WORK REQUIRED.
Write out nothing but the lines from the first line of the entries below through the line with "index tip: (582, 677)"; no pictures go in.
SUPPLIED MATERIAL START
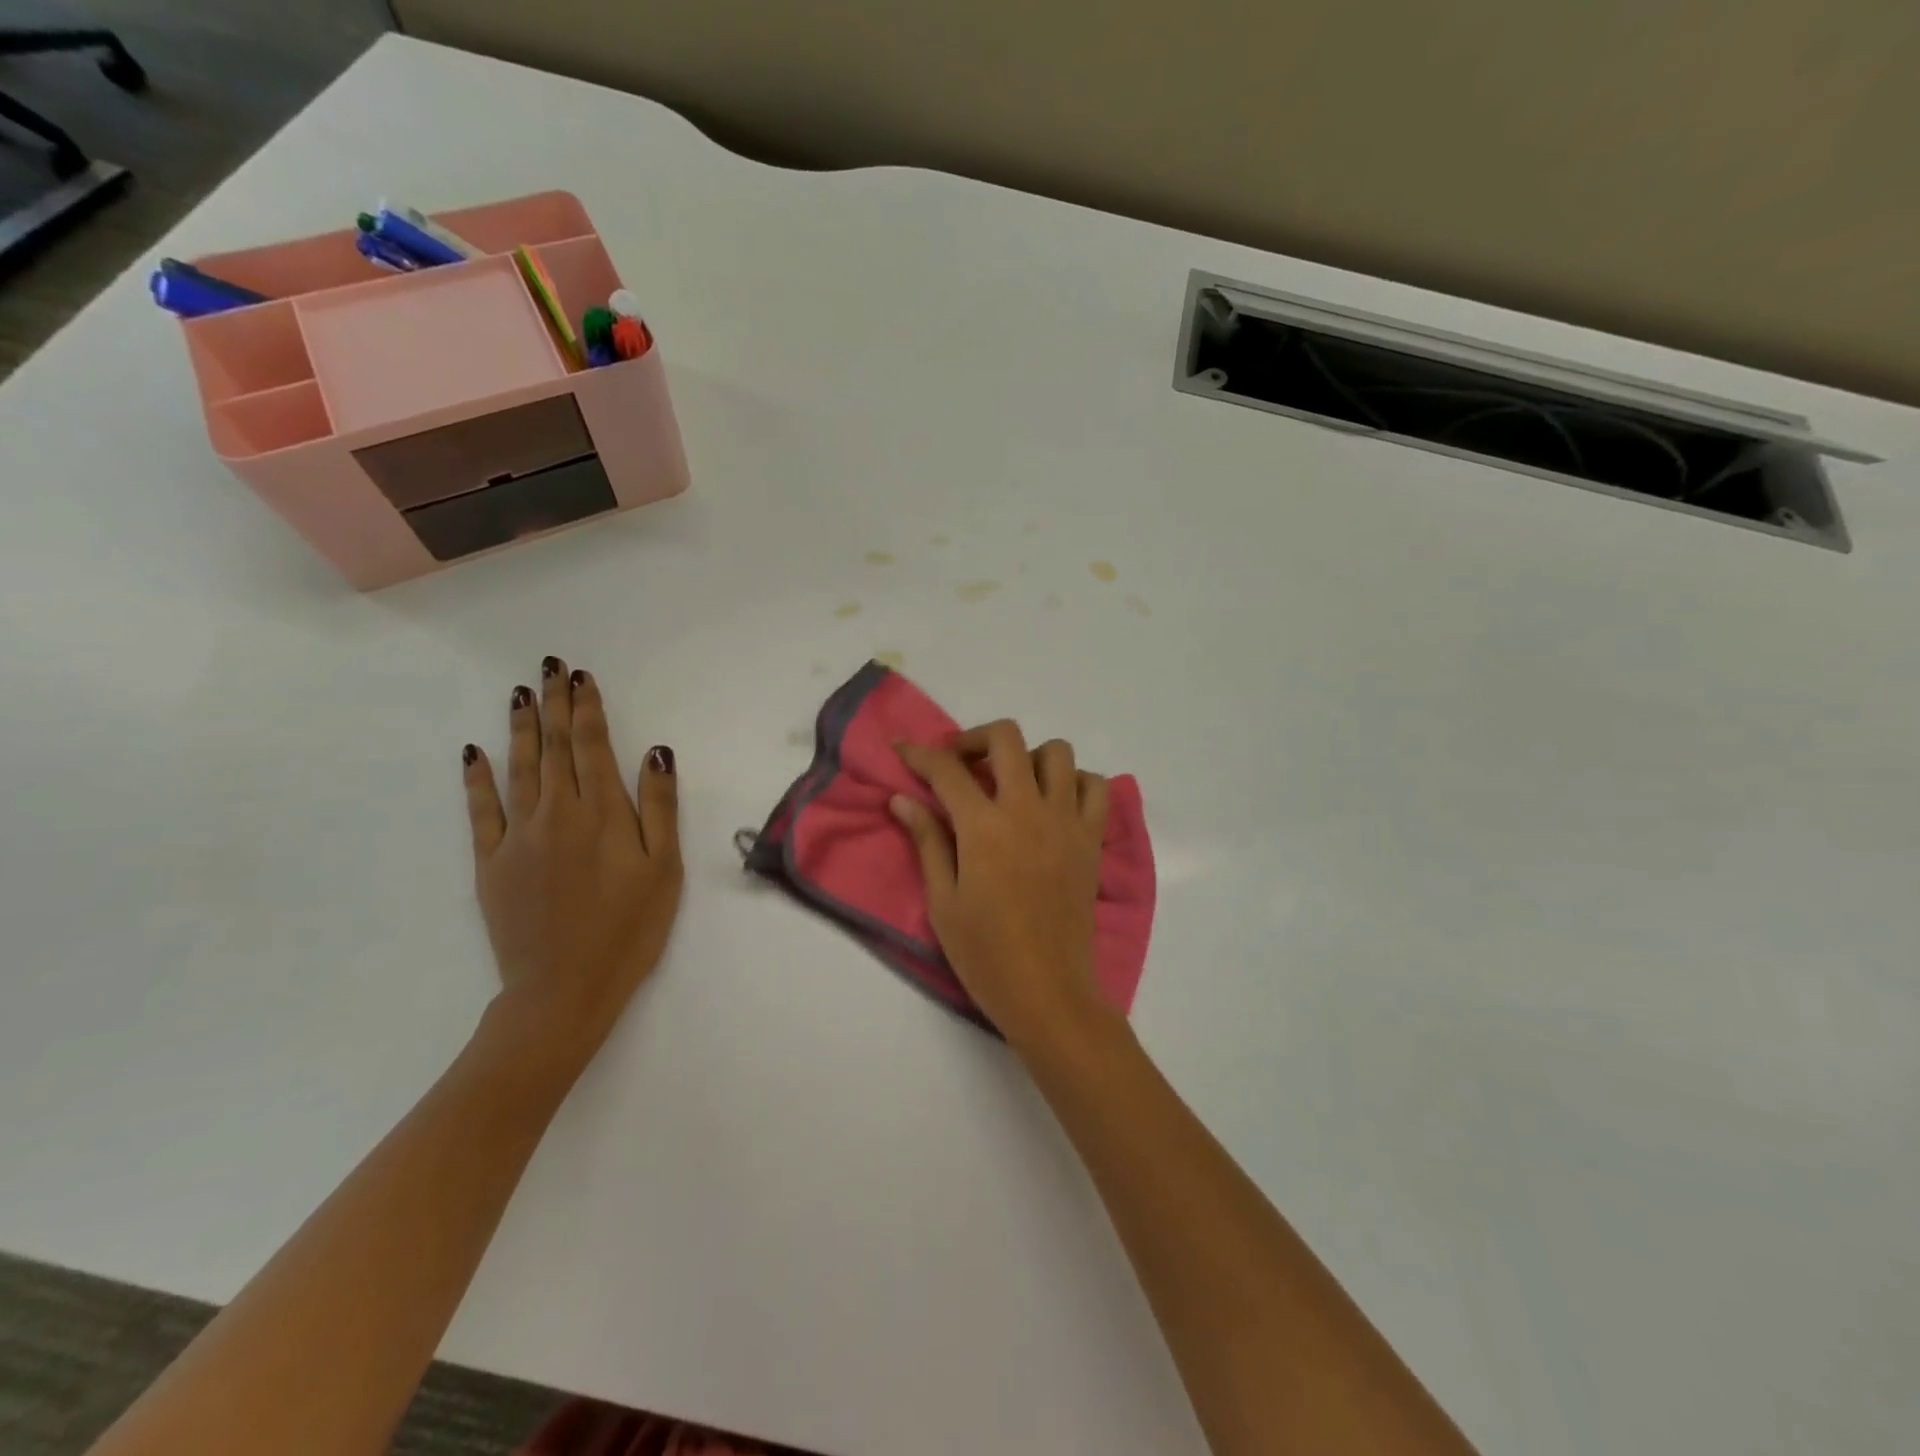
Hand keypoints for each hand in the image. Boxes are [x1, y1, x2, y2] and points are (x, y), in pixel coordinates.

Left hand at [463, 657, 682, 1075]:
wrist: (564, 989)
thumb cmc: (630, 929)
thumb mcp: (664, 869)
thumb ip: (659, 808)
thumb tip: (655, 753)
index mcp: (601, 813)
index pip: (591, 746)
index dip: (587, 708)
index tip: (582, 677)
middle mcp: (556, 813)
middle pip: (554, 748)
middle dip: (554, 704)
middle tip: (550, 667)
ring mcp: (518, 836)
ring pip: (518, 769)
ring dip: (520, 728)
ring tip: (519, 693)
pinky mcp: (491, 863)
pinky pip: (481, 810)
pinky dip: (477, 778)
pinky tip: (473, 752)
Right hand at [892, 721, 1111, 1049]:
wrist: (1048, 992)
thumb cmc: (985, 954)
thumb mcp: (943, 901)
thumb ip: (926, 841)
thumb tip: (902, 799)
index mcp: (984, 827)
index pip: (946, 770)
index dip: (919, 753)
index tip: (902, 748)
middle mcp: (1028, 810)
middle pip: (1005, 738)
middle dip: (974, 738)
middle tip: (958, 763)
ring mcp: (1067, 821)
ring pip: (1056, 752)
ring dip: (1027, 756)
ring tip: (1009, 783)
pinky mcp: (1092, 839)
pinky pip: (1094, 787)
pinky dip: (1074, 781)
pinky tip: (1052, 803)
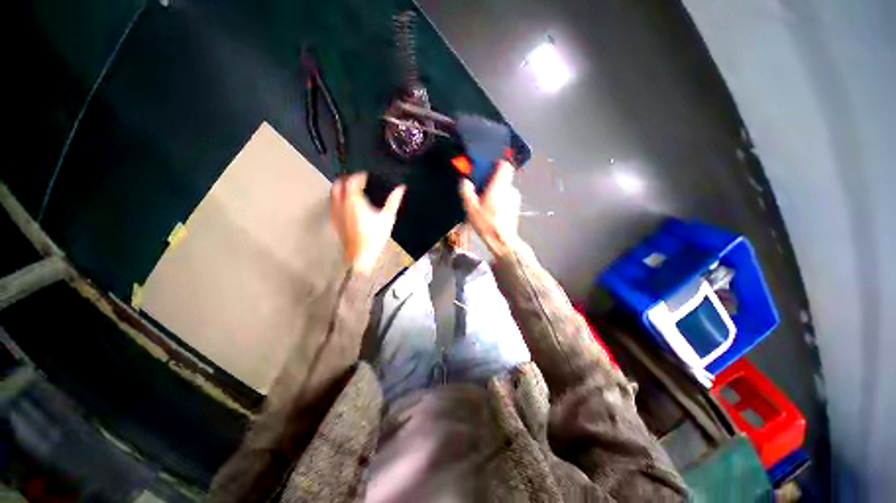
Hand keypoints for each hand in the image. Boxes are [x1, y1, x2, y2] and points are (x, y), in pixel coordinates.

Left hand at [330, 172, 405, 273]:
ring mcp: (335, 213)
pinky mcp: (334, 221)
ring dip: (341, 188)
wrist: (361, 256)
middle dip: (347, 179)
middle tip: (357, 181)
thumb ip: (393, 201)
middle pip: (338, 184)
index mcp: (354, 201)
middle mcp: (341, 204)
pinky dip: (338, 199)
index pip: (352, 181)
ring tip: (352, 190)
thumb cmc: (375, 237)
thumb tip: (401, 188)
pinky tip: (347, 205)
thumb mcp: (388, 218)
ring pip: (333, 194)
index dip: (358, 176)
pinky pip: (333, 204)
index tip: (365, 176)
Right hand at [459, 161, 521, 256]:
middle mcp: (510, 189)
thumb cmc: (486, 224)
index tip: (486, 168)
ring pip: (504, 188)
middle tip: (481, 190)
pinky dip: (501, 199)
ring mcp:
SUPPLIED MATERIAL END
FINISHED EXERCISE.
Hand keypoints for each hand in the image. Boxes are [x1, y1, x2, y2] and points are (x, y), in pixel coordinates.

Left hand at [463, 657, 682, 1075]:
wrist: (564, 989)
thumb cmc: (630, 929)
thumb mcp: (664, 869)
thumb ip: (659, 808)
thumb tip: (655, 753)
index mcp: (601, 813)
index pip: (591, 746)
index dip: (587, 708)
index tip: (582, 677)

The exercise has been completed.